About this task -> Copy each line of the listing that includes "dead".

Materials provided ->
=======

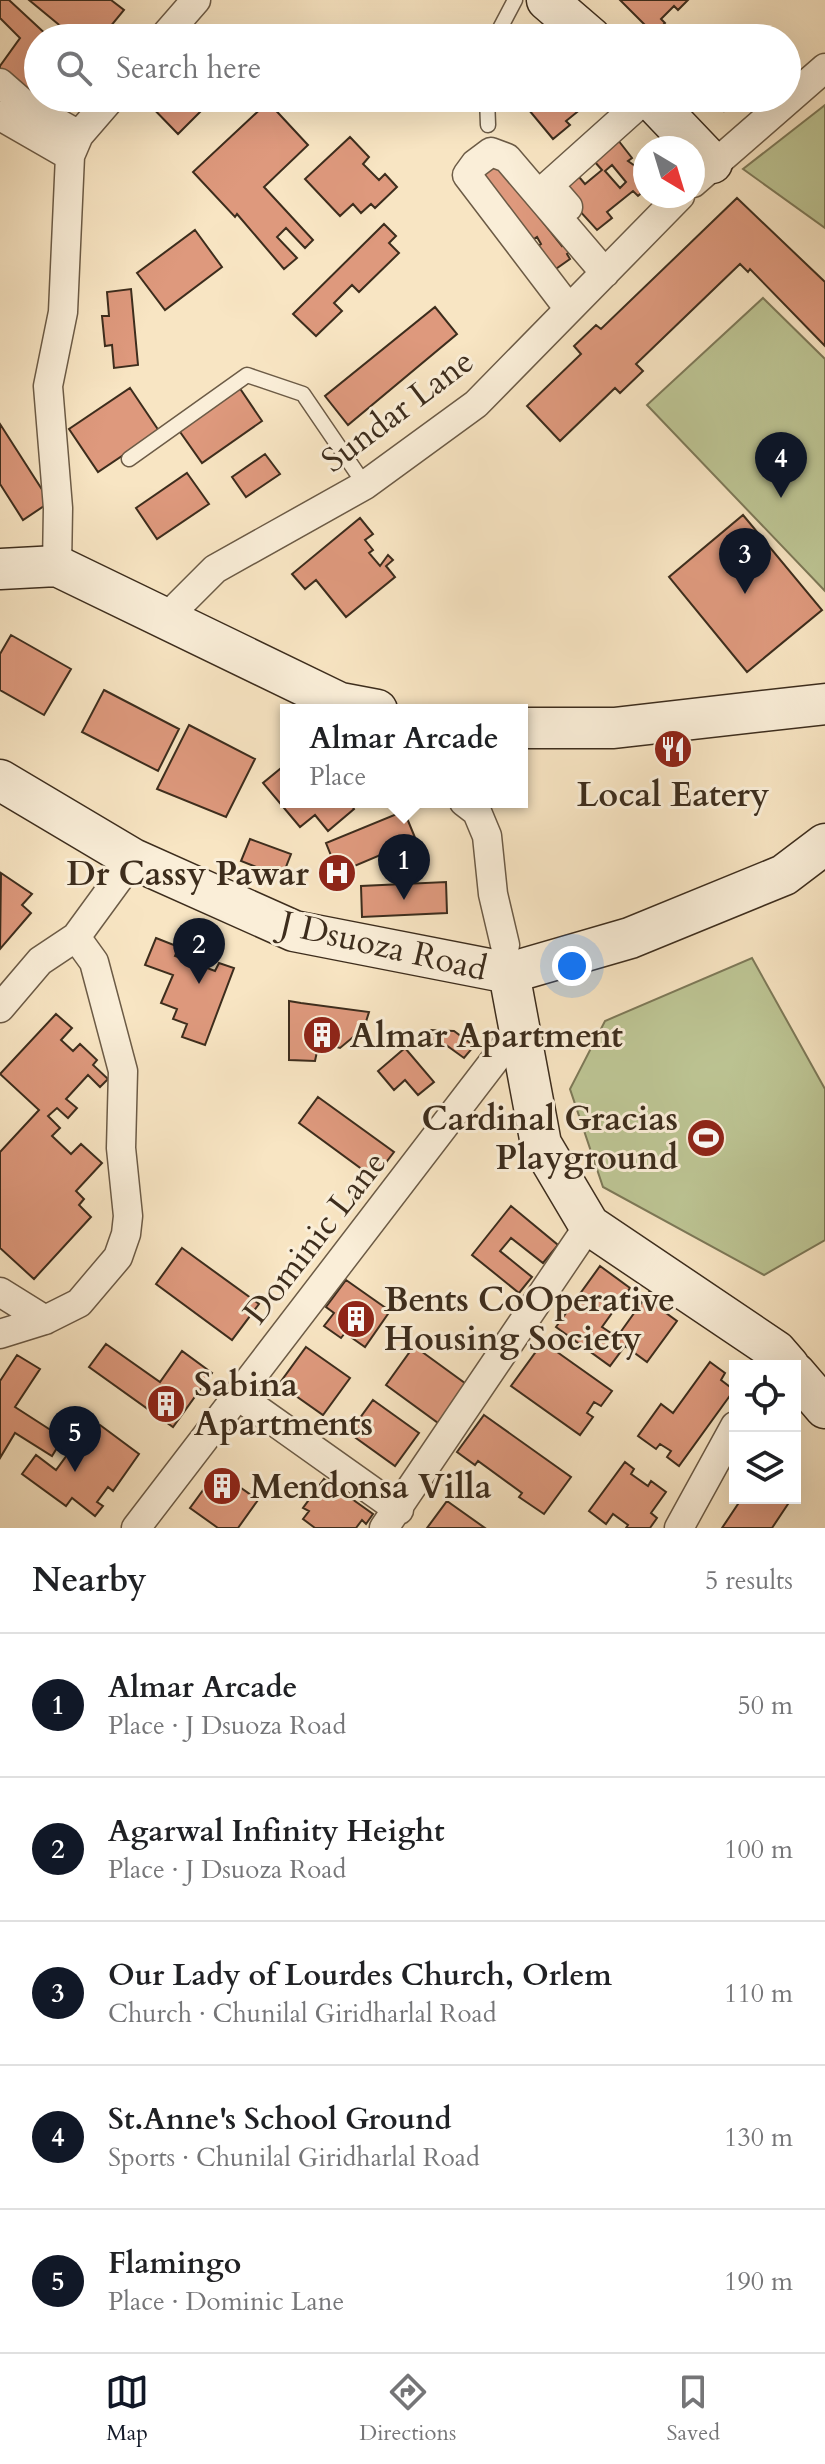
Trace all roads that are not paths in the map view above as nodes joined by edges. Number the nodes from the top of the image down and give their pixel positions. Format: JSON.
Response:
{"nodes":[{"id":1,"x":196,"y":0,"type":"edge"},
{"id":2,"x":540,"y":0,"type":"edge"},
{"id":3,"x":175,"y":24,"type":"edge"},
{"id":4,"x":512,"y":24,"type":"edge"},
{"id":5,"x":572,"y":24,"type":"edge"},
{"id":6,"x":825,"y":68,"type":"edge"},
{"id":7,"x":0,"y":83,"type":"edge"},
{"id":8,"x":801,"y":88,"type":"edge"},
{"id":9,"x":24,"y":104,"type":"edge"},
{"id":10,"x":47,"y":112,"type":"edge"},
{"id":11,"x":100,"y":112,"type":"edge"},
{"id":12,"x":488,"y":112,"type":"edge"},
{"id":13,"x":632,"y":112,"type":"edge"},
{"id":14,"x":658,"y":112,"type":"edge"},
{"id":15,"x":773,"y":112,"type":"edge"},
{"id":16,"x":0,"y":116,"type":"edge"},
{"id":17,"x":488,"y":125,"type":"dead end"},
{"id":18,"x":675,"y":136,"type":"edge"},
{"id":19,"x":75,"y":146,"type":"junction"},
{"id":20,"x":705,"y":170,"type":"edge"},
{"id":21,"x":668,"y":208,"type":"edge"},
{"id":22,"x":611,"y":266,"type":"junction"},
{"id":23,"x":569,"y":309,"type":"junction"},
{"id":24,"x":129,"y":459,"type":"dead end"},
{"id":25,"x":365,"y":485,"type":"junction"},
{"id":26,"x":57,"y":566,"type":"junction"},
{"id":27,"x":0,"y":569,"type":"edge"},
{"id":28,"x":167,"y":617,"type":"junction"},
{"id":29,"x":345,"y":704,"type":"edge"},
{"id":30,"x":825,"y":704,"type":"edge"},
{"id":31,"x":528,"y":728,"type":"edge"},
{"id":32,"x":0,"y":780,"type":"edge"},
{"id":33,"x":472,"y":808,"type":"edge"},
{"id":34,"x":824,"y":841,"type":"edge"},
{"id":35,"x":133,"y":859,"type":"junction"},
{"id":36,"x":76,"y":937,"type":"junction"},
{"id":37,"x":507,"y":959,"type":"junction"},
{"id":38,"x":0,"y":1008,"type":"edge"},
{"id":39,"x":520,"y":1027,"type":"junction"},
{"id":40,"x":589,"y":1225,"type":"junction"},
{"id":41,"x":0,"y":1292,"type":"edge"},
{"id":42,"x":45,"y":1320,"type":"junction"},
{"id":43,"x":0,"y":1334,"type":"edge"},
{"id":44,"x":776,"y":1360,"type":"edge"},
{"id":45,"x":801,"y":1383,"type":"edge"},
{"id":46,"x":237,"y":1395,"type":"junction"},
{"id":47,"x":825,"y":1408,"type":"edge"},
{"id":48,"x":732,"y":1432,"type":"edge"},
{"id":49,"x":392,"y":1519,"type":"edge"},
{"id":50,"x":136,"y":1528,"type":"edge"},
{"id":51,"x":679,"y":1528,"type":"edge"}],
"edges":[{"from":1,"to":3,"type":"street"},
{"from":2,"to":4,"type":"lane"},
{"from":2,"to":5,"type":"main road"},
{"from":6,"to":8,"type":"street"},
{"from":7,"to":9,"type":"street"},
{"from":10,"to":19,"type":"street"},
{"from":11,"to":19,"type":"street"},
{"from":12,"to":17,"type":"lane"},
{"from":13,"to":22,"type":"street"},
{"from":14,"to":18,"type":"main road"},
{"from":15,"to":20,"type":"street"},
{"from":16,"to":19,"type":"street"},
{"from":19,"to":26,"type":"street"},
{"from":21,"to":22,"type":"street","name":"Sundar Lane"},
{"from":22,"to":23,"type":"street","name":"Sundar Lane"},
{"from":22,"to":23,"type":"street"},
{"from":23,"to":25,"type":"street","name":"Sundar Lane"},
{"from":24,"to":25,"type":"lane"},
{"from":25,"to":28,"type":"street","name":"Sundar Lane"},
{"from":26,"to":27,"type":"main road"},
{"from":26,"to":28,"type":"main road"},
{"from":28,"to":29,"type":"main road"},
{"from":30,"to":31,"type":"main road"},
{"from":32,"to":35,"type":"main road","name":"J Dsuoza Road"},
{"from":33,"to":37,"type":"street"},
{"from":34,"to":37,"type":"main road","name":"J Dsuoza Road"},
{"from":35,"to":36,"type":"street"},
{"from":35,"to":37,"type":"main road","name":"J Dsuoza Road"},
{"from":36,"to":38,"type":"street"},
{"from":36,"to":42,"type":"street"},
{"from":37,"to":39,"type":"main road"},
{"from":39,"to":40,"type":"main road"},
{"from":39,"to":46,"type":"street","name":"Dominic Lane"},
{"from":40,"to":44,"type":"main road"},
{"from":40,"to":49,"type":"street"},
{"from":41,"to":42,"type":"street"},
{"from":42,"to":43,"type":"street"},
{"from":45,"to":47,"type":"main road"},
{"from":46,"to":49,"type":"street"},
{"from":46,"to":50,"type":"street","name":"Dominic Lane"},
{"from":48,"to":51,"type":"street"}]}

=======

Answer space ->
{"id":17,"x":488,"y":125,"type":"dead end"},
{"id":24,"x":129,"y":459,"type":"dead end"},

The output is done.